In Maggard, the IRS contended that Mr. Maggard must pay taxes on his share of the corporation’s income for the years at issue, regardless of whether the income was distributed to him, because the company elected to be taxed as an S corporation. Mr. Maggard contended that the corporation’s S-corporation election terminated before the years at issue because of repeated disproportionate distributions to shareholders in violation of the single stock requirement in 26 U.S.C. § 1361(b)(1)(D).

The Court concluded that disproportionate distributions did not terminate the corporation’s S-corporation tax election. The Court relied upon the fact that the corporation did not change its governing documents or authorize a second class of shares. The corporation’s governing provisions provided for identical rights to distributions and liquidation proceeds.
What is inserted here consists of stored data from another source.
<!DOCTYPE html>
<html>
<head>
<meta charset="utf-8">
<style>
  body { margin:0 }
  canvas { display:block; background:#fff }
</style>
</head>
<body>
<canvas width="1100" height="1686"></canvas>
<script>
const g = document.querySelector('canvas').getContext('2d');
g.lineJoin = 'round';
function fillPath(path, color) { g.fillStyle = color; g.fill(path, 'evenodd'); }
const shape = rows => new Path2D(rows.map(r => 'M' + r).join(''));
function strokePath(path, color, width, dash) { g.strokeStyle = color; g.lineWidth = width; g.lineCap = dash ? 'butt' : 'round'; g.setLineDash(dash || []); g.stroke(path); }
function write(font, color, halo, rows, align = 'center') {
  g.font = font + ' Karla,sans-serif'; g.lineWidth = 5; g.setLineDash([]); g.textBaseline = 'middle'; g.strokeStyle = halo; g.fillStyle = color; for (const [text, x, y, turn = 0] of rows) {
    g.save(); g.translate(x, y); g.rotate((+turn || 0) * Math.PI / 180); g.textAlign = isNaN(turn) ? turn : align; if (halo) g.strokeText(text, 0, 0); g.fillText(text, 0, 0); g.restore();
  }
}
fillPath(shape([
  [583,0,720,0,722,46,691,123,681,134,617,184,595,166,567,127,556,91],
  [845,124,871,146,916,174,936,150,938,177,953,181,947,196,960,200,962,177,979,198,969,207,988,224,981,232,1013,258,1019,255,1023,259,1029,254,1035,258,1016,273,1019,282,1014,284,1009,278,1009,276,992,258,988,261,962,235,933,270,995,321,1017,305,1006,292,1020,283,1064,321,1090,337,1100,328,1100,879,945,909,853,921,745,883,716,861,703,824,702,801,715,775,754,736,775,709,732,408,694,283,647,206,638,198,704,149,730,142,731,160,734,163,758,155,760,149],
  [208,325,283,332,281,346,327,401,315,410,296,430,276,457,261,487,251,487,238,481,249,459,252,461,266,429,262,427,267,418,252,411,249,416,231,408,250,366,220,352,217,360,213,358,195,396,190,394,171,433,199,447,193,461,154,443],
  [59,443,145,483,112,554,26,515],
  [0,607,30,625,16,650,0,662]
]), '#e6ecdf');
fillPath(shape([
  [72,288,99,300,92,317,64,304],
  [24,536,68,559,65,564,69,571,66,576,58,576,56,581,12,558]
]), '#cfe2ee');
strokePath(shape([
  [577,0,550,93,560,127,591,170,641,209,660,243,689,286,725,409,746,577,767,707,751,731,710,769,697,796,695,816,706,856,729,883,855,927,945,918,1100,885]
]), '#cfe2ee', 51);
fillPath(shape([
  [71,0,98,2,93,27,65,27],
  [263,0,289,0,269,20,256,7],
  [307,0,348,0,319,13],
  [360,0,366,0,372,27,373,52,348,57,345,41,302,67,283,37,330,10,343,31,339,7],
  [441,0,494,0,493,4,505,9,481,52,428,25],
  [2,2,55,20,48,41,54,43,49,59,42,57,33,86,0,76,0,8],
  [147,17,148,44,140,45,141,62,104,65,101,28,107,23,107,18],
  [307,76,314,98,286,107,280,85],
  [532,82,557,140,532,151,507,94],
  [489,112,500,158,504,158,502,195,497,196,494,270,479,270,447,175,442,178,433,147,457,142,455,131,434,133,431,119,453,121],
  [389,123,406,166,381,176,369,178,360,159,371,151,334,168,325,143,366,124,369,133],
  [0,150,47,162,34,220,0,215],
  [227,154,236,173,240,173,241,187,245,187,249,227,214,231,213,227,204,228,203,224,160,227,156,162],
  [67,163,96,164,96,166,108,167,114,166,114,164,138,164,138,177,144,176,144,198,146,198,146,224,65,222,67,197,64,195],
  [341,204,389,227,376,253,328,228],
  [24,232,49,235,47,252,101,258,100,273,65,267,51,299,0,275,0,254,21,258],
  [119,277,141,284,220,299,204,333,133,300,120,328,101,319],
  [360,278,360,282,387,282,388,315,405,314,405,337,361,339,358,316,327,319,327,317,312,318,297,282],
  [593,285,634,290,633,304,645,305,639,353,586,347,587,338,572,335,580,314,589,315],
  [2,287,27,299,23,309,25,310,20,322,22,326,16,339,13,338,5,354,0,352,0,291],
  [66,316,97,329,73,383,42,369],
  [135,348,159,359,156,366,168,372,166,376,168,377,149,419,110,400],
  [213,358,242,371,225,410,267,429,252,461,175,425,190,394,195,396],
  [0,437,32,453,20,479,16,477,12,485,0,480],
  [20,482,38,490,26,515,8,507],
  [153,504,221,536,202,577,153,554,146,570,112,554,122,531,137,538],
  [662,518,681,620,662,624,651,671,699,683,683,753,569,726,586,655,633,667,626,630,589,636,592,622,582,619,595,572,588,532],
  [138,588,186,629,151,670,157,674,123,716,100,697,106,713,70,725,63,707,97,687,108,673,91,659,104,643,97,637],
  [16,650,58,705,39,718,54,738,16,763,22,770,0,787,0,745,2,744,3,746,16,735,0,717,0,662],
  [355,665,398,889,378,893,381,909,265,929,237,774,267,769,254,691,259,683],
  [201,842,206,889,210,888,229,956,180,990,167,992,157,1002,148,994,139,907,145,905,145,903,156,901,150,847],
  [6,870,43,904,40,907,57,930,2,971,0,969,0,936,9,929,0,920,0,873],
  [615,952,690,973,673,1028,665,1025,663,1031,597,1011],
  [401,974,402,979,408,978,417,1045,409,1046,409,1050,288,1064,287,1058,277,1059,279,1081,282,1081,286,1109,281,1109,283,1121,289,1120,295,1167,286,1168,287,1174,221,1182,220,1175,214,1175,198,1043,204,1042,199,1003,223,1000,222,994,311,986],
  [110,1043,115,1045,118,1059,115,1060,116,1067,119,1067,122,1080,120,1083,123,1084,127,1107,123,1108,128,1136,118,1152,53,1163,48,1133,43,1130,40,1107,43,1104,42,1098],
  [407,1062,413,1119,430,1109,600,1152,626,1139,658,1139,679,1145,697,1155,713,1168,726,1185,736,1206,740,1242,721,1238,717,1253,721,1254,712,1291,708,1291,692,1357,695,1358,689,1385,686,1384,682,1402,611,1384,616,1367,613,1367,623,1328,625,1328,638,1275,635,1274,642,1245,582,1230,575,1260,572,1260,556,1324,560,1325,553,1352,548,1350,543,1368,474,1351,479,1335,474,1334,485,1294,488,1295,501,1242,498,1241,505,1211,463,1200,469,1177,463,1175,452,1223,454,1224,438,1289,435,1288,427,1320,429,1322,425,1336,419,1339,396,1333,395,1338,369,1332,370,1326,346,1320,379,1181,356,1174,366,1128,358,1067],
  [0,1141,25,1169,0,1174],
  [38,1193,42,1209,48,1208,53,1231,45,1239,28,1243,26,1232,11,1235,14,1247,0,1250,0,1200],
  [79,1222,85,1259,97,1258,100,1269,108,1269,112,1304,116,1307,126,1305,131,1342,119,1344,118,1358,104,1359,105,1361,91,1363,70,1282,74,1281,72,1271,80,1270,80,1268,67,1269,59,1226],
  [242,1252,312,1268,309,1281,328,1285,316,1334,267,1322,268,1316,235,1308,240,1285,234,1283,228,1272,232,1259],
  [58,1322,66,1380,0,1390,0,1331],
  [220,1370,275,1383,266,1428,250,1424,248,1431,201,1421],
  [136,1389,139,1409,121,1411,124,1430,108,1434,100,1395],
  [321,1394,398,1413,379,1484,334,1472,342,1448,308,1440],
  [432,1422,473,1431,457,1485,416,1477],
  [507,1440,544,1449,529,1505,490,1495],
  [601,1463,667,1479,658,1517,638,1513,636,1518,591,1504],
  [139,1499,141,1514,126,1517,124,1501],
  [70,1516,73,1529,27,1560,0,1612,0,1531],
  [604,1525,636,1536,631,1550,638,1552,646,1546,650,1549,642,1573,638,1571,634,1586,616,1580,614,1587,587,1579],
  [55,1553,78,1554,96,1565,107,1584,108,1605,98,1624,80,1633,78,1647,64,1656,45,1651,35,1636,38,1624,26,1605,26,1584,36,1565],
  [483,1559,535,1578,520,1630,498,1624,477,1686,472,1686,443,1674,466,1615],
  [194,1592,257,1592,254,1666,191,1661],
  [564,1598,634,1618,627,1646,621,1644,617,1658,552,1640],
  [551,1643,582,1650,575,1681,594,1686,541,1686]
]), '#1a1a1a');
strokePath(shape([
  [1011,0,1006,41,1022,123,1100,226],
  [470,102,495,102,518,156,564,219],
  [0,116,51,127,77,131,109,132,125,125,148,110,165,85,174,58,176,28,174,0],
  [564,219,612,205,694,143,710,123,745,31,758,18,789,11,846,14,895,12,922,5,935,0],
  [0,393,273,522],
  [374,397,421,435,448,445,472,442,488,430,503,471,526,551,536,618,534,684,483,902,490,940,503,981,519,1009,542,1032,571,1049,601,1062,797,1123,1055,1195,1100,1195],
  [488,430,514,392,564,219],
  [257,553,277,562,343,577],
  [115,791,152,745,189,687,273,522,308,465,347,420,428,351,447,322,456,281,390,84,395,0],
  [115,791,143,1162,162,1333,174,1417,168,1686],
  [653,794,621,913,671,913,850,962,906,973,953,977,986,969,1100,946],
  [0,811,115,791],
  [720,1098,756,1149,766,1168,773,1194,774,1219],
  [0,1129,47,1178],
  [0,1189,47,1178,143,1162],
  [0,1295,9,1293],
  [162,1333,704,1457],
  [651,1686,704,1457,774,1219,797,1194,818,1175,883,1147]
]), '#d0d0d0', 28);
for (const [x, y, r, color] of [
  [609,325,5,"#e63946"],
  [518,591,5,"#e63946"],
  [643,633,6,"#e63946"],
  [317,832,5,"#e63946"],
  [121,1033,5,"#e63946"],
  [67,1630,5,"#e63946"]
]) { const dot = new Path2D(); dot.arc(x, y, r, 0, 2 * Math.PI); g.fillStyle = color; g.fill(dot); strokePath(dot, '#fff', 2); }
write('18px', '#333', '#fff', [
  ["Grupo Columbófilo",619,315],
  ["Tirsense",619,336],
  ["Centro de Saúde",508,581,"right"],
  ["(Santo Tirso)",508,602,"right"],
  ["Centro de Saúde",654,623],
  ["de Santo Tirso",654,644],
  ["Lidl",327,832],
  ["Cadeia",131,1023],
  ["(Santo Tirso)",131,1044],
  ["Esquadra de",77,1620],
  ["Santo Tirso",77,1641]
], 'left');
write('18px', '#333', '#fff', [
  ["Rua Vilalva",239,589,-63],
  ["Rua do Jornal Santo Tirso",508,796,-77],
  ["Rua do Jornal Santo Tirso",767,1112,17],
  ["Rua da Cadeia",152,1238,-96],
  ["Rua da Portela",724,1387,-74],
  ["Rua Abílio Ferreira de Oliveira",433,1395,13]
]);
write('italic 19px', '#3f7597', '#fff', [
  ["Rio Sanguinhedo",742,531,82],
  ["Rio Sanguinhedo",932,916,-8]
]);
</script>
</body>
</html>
In nearly all circumstances, S corporations should distribute income pro-rata based on stock ownership percentages so that shareholders do not pay tax on their pro-rata share of income without receiving a pro rata distribution of income. Aside from the significant tax implications as a result of the Court’s ruling, a major takeaway is the importance of updating governance documents (including shareholders agreements and by-laws), as a failure to do so may be costly. Companies should regularly assess and evaluate their current tax structure and coordinate with an experienced tax professional to ensure their governance documents and current practice comply with applicable laws.